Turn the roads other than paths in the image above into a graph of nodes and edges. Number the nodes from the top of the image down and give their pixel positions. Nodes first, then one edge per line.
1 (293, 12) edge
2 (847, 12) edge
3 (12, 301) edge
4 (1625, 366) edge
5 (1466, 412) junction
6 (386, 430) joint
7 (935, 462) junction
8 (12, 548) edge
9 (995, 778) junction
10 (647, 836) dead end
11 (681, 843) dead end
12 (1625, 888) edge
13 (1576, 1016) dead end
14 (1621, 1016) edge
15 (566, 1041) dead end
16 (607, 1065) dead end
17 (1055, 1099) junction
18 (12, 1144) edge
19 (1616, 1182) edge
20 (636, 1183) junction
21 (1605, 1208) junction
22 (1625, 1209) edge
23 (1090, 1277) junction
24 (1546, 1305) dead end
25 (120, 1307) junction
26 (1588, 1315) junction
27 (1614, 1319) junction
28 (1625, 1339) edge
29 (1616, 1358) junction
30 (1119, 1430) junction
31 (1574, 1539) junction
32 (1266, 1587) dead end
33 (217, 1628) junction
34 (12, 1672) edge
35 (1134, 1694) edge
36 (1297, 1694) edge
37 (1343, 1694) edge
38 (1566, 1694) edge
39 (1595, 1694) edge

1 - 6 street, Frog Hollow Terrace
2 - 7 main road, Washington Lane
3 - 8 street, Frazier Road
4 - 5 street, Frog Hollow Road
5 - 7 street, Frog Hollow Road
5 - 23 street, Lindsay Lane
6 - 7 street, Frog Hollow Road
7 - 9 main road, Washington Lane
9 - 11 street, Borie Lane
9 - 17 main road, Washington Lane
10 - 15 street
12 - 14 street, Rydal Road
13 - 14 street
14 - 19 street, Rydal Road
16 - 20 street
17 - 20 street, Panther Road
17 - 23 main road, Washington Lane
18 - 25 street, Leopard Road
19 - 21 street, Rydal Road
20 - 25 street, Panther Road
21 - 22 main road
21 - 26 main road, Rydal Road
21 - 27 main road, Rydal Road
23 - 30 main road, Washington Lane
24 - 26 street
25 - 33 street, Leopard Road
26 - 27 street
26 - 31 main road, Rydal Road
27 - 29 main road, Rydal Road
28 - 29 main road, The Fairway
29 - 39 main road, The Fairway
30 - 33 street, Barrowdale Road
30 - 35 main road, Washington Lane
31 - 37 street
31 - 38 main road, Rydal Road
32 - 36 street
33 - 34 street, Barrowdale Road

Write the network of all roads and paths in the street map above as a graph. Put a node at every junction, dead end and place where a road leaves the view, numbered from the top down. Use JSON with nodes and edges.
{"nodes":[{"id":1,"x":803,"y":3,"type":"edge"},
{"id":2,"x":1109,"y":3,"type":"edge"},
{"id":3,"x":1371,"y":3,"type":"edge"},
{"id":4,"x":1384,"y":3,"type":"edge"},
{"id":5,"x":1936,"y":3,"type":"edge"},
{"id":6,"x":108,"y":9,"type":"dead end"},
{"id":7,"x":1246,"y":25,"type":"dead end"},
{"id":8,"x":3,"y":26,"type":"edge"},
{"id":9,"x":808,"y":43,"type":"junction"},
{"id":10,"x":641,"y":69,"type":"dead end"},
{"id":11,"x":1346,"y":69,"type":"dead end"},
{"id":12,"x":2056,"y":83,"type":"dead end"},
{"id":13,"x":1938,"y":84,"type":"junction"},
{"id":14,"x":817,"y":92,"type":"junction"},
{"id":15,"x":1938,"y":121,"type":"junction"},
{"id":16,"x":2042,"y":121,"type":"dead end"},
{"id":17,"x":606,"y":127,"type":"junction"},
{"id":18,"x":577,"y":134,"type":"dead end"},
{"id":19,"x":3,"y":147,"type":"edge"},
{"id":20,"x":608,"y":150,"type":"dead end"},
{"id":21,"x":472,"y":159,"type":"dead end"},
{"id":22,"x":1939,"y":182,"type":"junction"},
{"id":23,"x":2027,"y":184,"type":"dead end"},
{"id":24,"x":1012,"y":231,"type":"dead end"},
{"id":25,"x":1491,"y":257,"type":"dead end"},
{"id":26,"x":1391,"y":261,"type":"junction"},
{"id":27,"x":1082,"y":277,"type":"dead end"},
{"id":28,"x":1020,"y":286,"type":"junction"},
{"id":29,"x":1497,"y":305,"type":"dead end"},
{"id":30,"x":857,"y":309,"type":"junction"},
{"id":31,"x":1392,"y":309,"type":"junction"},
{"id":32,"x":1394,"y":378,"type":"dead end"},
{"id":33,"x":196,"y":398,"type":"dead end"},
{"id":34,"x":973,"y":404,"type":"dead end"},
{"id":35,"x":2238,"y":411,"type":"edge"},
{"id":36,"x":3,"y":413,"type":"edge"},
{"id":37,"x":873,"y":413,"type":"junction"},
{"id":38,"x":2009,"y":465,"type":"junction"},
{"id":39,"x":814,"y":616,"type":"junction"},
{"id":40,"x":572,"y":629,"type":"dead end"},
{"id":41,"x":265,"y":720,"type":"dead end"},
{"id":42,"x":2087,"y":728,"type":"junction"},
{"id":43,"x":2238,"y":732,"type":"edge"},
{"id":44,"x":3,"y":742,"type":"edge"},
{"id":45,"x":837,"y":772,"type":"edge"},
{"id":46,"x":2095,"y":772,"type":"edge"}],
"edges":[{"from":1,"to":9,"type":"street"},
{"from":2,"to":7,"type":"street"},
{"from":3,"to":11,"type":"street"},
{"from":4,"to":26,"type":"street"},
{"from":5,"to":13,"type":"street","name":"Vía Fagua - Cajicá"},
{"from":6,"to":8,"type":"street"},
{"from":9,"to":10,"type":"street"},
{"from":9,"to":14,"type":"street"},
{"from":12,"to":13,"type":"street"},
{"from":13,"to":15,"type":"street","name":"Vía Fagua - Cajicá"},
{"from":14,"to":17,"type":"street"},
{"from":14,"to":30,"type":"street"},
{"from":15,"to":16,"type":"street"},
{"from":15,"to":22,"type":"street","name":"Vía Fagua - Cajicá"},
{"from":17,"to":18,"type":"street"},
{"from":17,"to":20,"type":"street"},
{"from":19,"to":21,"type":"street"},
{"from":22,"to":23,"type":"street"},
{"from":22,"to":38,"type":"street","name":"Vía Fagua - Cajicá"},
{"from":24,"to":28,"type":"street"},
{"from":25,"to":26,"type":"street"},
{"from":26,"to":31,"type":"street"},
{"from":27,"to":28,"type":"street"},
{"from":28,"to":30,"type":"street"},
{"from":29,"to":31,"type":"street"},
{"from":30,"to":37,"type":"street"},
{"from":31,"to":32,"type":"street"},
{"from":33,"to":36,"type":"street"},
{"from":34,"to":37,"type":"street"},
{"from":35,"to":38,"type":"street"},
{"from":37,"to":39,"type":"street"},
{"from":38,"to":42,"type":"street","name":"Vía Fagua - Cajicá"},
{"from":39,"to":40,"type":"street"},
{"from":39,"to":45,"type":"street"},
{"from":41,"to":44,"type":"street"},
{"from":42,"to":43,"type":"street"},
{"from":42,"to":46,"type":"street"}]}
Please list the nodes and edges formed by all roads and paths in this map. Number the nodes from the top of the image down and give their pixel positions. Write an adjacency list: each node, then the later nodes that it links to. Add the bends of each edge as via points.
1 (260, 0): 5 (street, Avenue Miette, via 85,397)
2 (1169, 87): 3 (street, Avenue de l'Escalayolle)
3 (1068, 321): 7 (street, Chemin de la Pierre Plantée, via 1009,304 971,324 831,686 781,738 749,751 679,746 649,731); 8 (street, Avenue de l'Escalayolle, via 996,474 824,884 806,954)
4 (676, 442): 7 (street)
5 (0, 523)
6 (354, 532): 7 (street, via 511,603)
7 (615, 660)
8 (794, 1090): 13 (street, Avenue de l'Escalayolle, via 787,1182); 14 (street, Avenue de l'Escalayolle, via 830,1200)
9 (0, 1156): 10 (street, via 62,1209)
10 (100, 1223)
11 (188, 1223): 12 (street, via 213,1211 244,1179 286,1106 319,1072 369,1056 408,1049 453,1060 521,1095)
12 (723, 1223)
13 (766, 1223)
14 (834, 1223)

## Task
Find "Cajicá" in the preceding records. Copy each line that holds it.

## Result for this task
{"from":5,"to":13,"type":"street","name":"Vía Fagua - Cajicá"},
{"from":13,"to":15,"type":"street","name":"Vía Fagua - Cajicá"},
{"from":15,"to":22,"type":"street","name":"Vía Fagua - Cajicá"},
{"from":22,"to":38,"type":"street","name":"Vía Fagua - Cajicá"},
{"from":38,"to":42,"type":"street","name":"Vía Fagua - Cajicá"},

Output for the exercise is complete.